The ultimate problem with the ebook market - as with many similar markets, like digital music, home video, etc. - is that it is distorted, not fully capitalist. The current structure of intellectual property law grants monopolies to content owners that prevent effective competition and true market pricing. Mass-abandonment or the use of some other monopoly or near monopoly is usually necessary to provoke any change in practices that benefits the consumer.
Which is fair enough. But I just can't bring myself to feel truly angry or outraged over it, either. Too many other things in the world that are worthy of outrage, y'know?
 
But I just can't bring myself to feel truly angry or outraged over it, either. Too many other things in the world that are worthy of outrage, y'know?

Which is quite reasonable, but there's some suggestions on this thread that people should just shut up and accept things, which I've never got. It happens all over the internet and it baffles the hell of me.

Basically, a company will do something a little bit shitty, but not too bad, and some people will get narked enough by it that they'll start making a noise and trying to change things.

Most people don't really care, but can see that those guys are trying to stand up for their rights as a consumer and let them get on with it.

But then, other people, and people, as far as I can tell who aren't shareholders in the companies in question, feel the need to defend the big company and denigrate the efforts of the people who are trying to kick up a fuss. And not in a way to argue that the company is right and is doing the best thing, but in a "shut up and just accept it" way.

There's some weird desire to actively support the big companies for no reason I can really understand. As I say, it's not just here, it happens even more in other places (videogames and Steam is the big one). But, well, if you truly don't care, you wouldn't be posting on the thread.
 
I guess the reason I don't have a problem with ebooks costing the same as a paperback is because I'm getting the same thing as the PB.

It's possible that you are. What you need to understand is that not everyone is. If you're someone who keeps every book you read in pristine condition on shelves, then (other than not having them on display to show off) you're getting the same thing.

If you're the sort of person who either lends or gives books they're done with to friends, re-sells them on Ebay or to used bookstores, or donates them to charity, then you're not getting the same thing at all. You'll losing a whole ton of value that isn't reflected in the price.

This is the important thing: people approach books in different ways. Just because an eBook and paperback offer the same experience to you, it doesn't mean that they do to everyone.

As for letting the market sort itself out, and that the price is what people will pay, that's fair enough. But I think it's important to note that a lot of people have already made the choice to vote with their wallet. But now they no longer also feel the need to deprive themselves of the product as there are other ways to get it rather than buying it these days.

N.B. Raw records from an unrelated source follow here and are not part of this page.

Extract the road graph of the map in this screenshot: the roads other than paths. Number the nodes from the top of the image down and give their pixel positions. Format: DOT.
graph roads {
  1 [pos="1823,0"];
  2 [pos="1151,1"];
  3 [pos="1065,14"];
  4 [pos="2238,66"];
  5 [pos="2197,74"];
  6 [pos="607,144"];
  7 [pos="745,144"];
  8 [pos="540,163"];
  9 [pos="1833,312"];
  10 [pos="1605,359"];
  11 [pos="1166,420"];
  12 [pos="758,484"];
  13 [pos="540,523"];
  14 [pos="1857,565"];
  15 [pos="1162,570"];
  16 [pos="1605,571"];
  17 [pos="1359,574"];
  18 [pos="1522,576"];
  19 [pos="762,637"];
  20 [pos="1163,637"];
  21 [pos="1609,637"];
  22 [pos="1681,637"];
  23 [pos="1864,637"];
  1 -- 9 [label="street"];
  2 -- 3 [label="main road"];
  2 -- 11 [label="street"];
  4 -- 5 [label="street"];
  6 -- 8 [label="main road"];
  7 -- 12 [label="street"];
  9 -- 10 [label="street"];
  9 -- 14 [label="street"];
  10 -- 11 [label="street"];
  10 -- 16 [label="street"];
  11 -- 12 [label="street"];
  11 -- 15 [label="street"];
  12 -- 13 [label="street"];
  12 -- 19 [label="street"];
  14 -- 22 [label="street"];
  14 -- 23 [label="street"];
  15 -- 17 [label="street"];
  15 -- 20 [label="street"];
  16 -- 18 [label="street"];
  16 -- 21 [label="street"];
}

The binary choice of either: it's worth it to you, so you buy it, or it's not so you go without doesn't exist any more. "I want it, but it's an unfair price so I'll just take it" is a third option.

[And yes that's morally wrong and damaging to the industry and I'm not defending it, but it is happening].
I'm not saying everyone should feel the way I do, I'm just talking about myself. As for the stuff you mention, I don't lend books to people, but I do take old books into used book stores, donate them to libraries, and give them to friends/family. And while I do agree that it is annoying that I can't do that stuff with ebooks, I guess I'm just willing to give it up to go digital. Although with the Nook you do have get the Lend Me option on certain books, so as long as the person I want to lend stuff to has a Nook, I do still have that option.